(EXERCISE INPUTS)

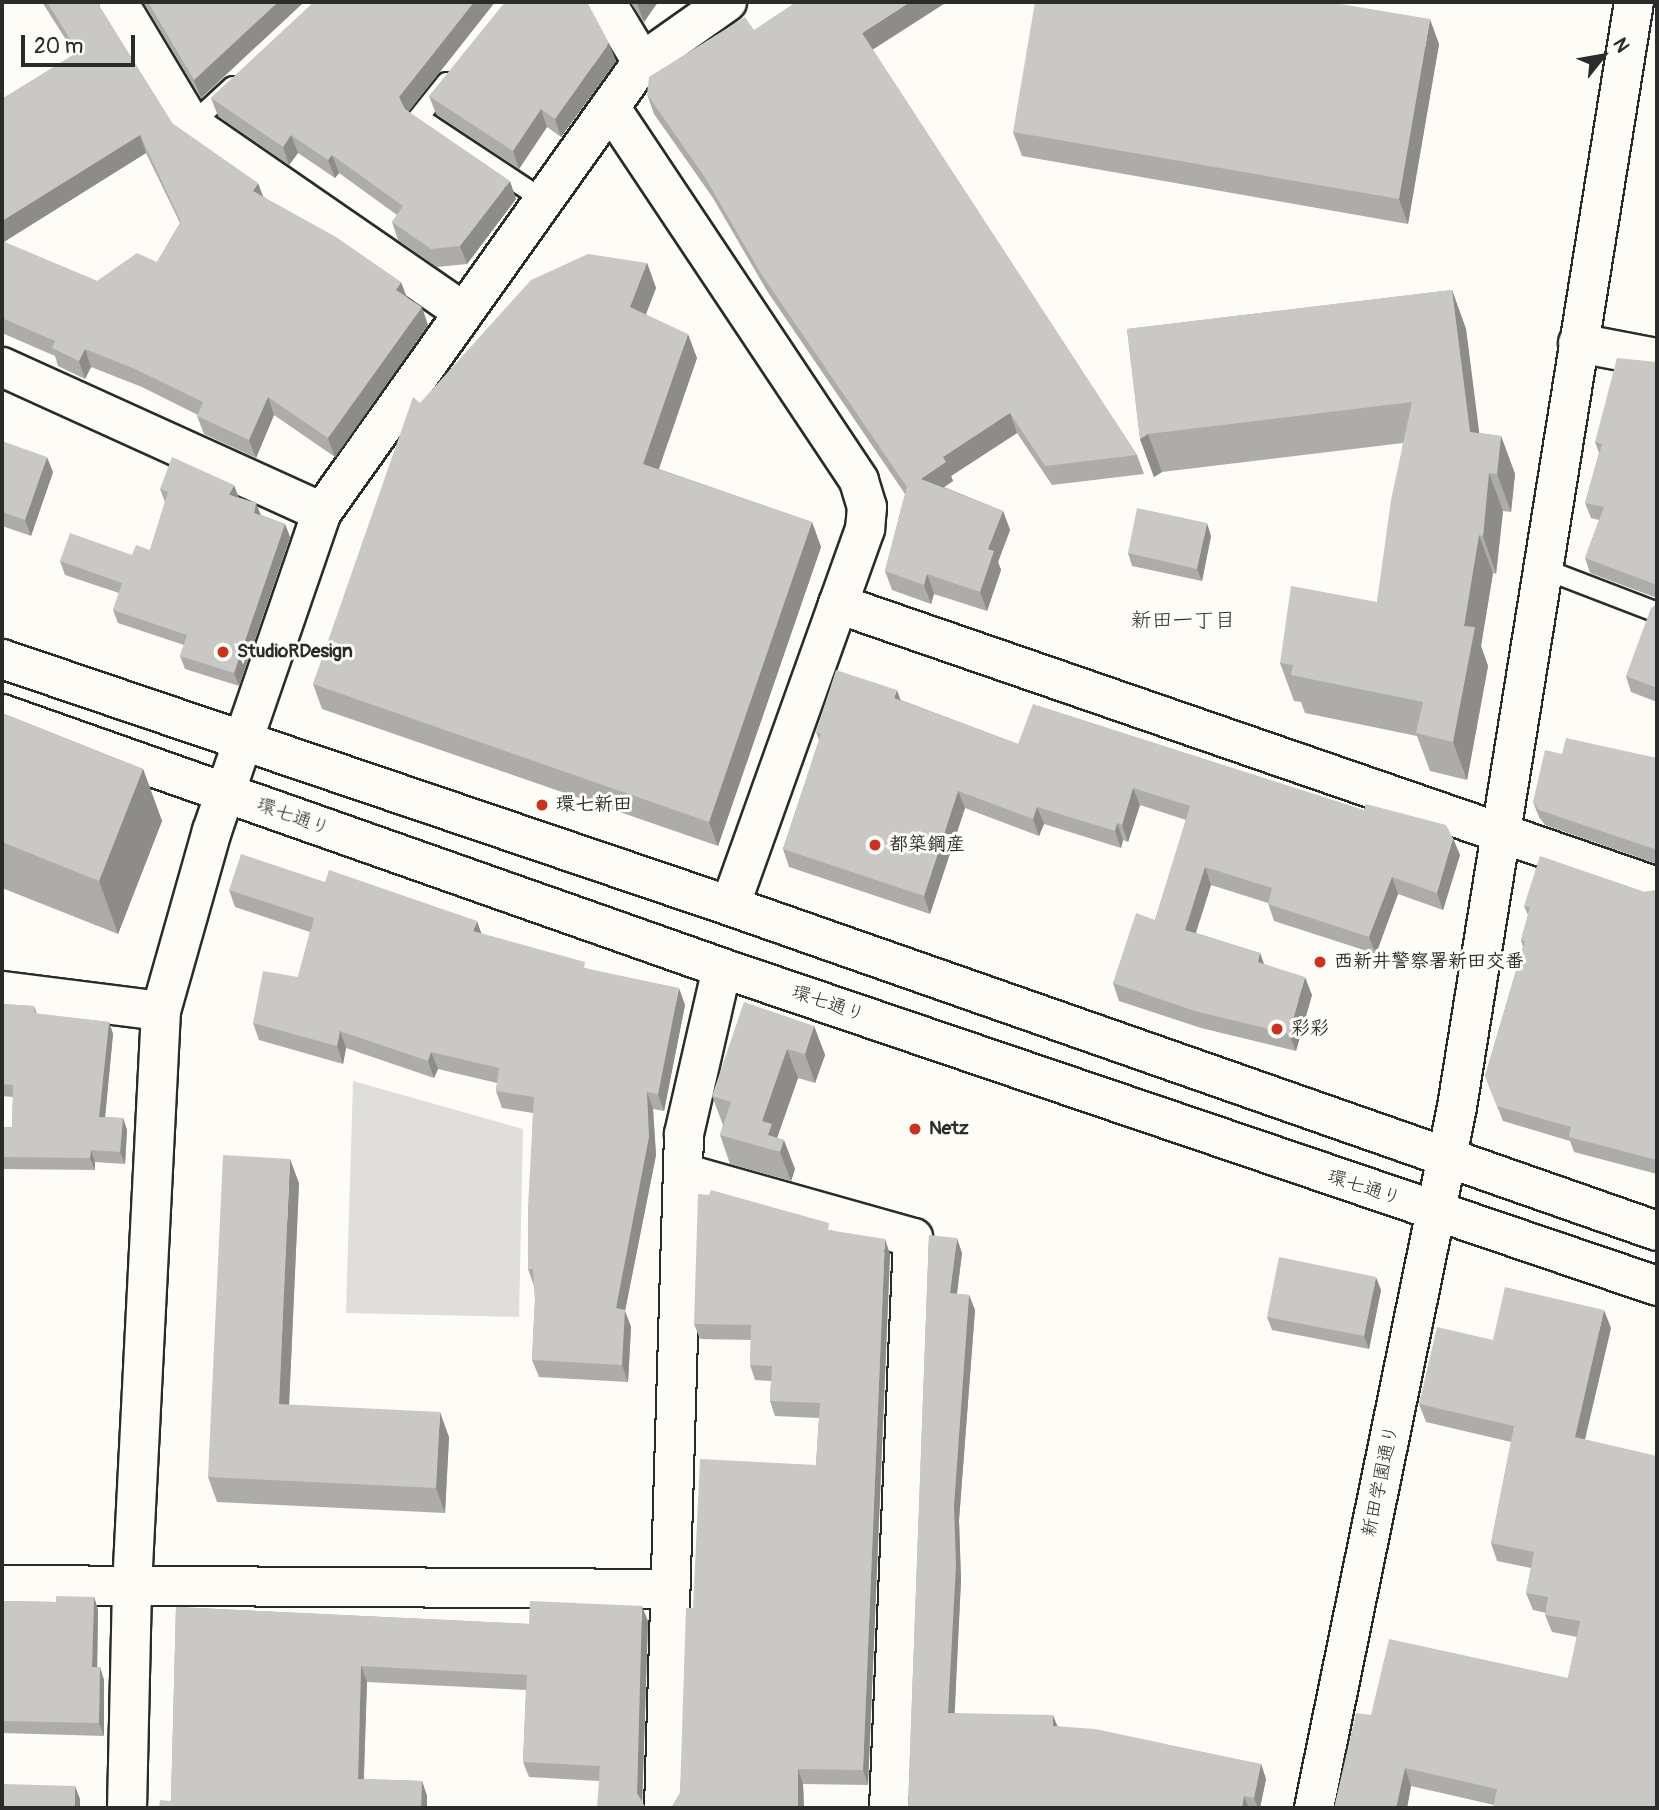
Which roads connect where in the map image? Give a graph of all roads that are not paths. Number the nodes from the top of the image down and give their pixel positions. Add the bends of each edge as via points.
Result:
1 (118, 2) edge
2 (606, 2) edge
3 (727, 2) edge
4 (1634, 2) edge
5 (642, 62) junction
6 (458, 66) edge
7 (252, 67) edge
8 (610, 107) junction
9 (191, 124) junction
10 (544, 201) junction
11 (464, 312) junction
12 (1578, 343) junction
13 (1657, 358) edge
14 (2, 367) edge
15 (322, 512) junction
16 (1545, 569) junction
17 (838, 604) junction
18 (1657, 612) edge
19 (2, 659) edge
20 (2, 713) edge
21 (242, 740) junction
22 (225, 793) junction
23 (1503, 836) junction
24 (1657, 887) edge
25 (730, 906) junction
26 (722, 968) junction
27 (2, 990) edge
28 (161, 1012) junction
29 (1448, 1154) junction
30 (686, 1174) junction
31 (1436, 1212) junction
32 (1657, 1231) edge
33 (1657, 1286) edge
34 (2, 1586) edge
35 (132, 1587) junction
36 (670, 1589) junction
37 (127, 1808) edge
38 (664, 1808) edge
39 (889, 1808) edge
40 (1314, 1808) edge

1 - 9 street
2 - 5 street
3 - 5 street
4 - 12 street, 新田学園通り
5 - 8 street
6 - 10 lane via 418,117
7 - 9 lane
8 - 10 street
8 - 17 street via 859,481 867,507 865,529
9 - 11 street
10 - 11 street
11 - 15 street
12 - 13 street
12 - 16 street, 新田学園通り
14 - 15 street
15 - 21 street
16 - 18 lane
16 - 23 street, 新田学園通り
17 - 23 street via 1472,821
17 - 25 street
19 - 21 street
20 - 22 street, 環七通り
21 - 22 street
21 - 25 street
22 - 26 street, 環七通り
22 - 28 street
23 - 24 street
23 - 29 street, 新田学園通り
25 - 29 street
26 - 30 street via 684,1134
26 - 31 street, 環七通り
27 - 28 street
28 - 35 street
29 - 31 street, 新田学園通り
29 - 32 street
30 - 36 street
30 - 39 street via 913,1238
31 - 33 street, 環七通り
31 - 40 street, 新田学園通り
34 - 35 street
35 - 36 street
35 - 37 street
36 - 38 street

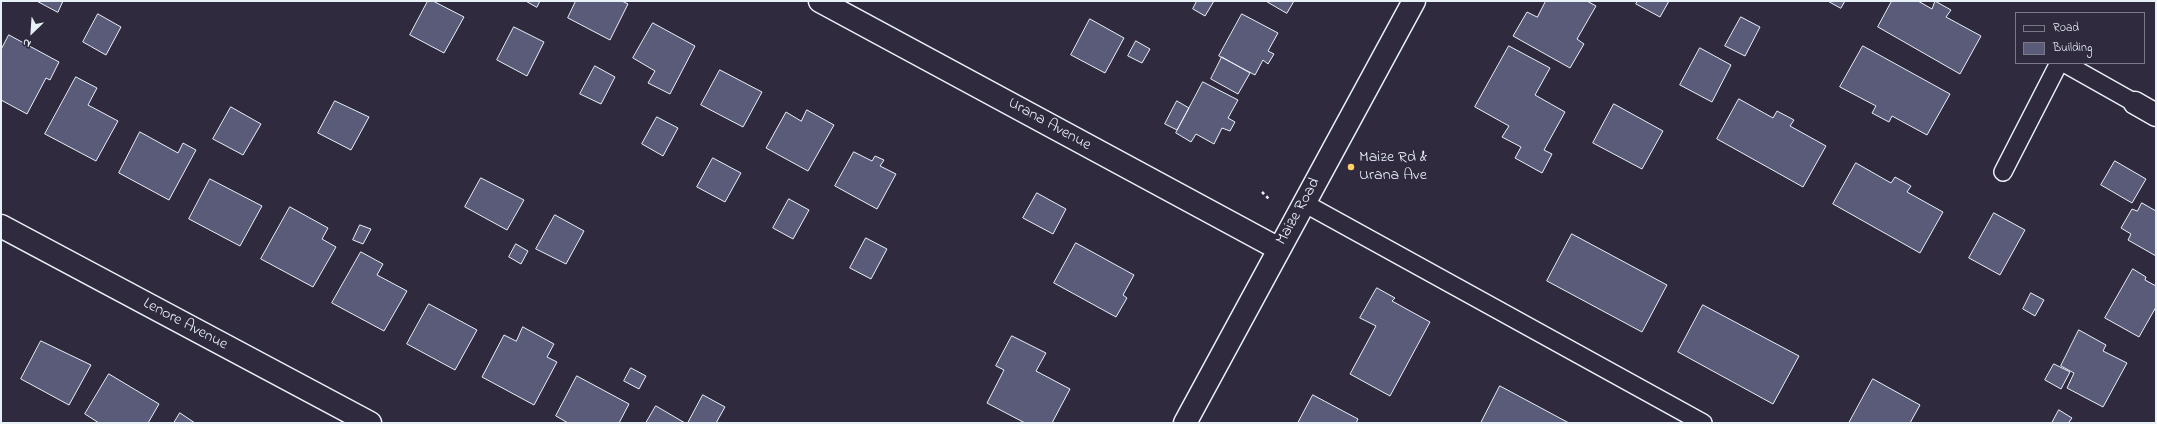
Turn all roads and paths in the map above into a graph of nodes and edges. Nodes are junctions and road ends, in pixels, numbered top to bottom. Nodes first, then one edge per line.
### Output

(YOUR INSTRUCTIONS) Lines holding the word "nodes": say how many there are in the data, and nothing more.

(RESPONSE TO THE EXERCISE) 2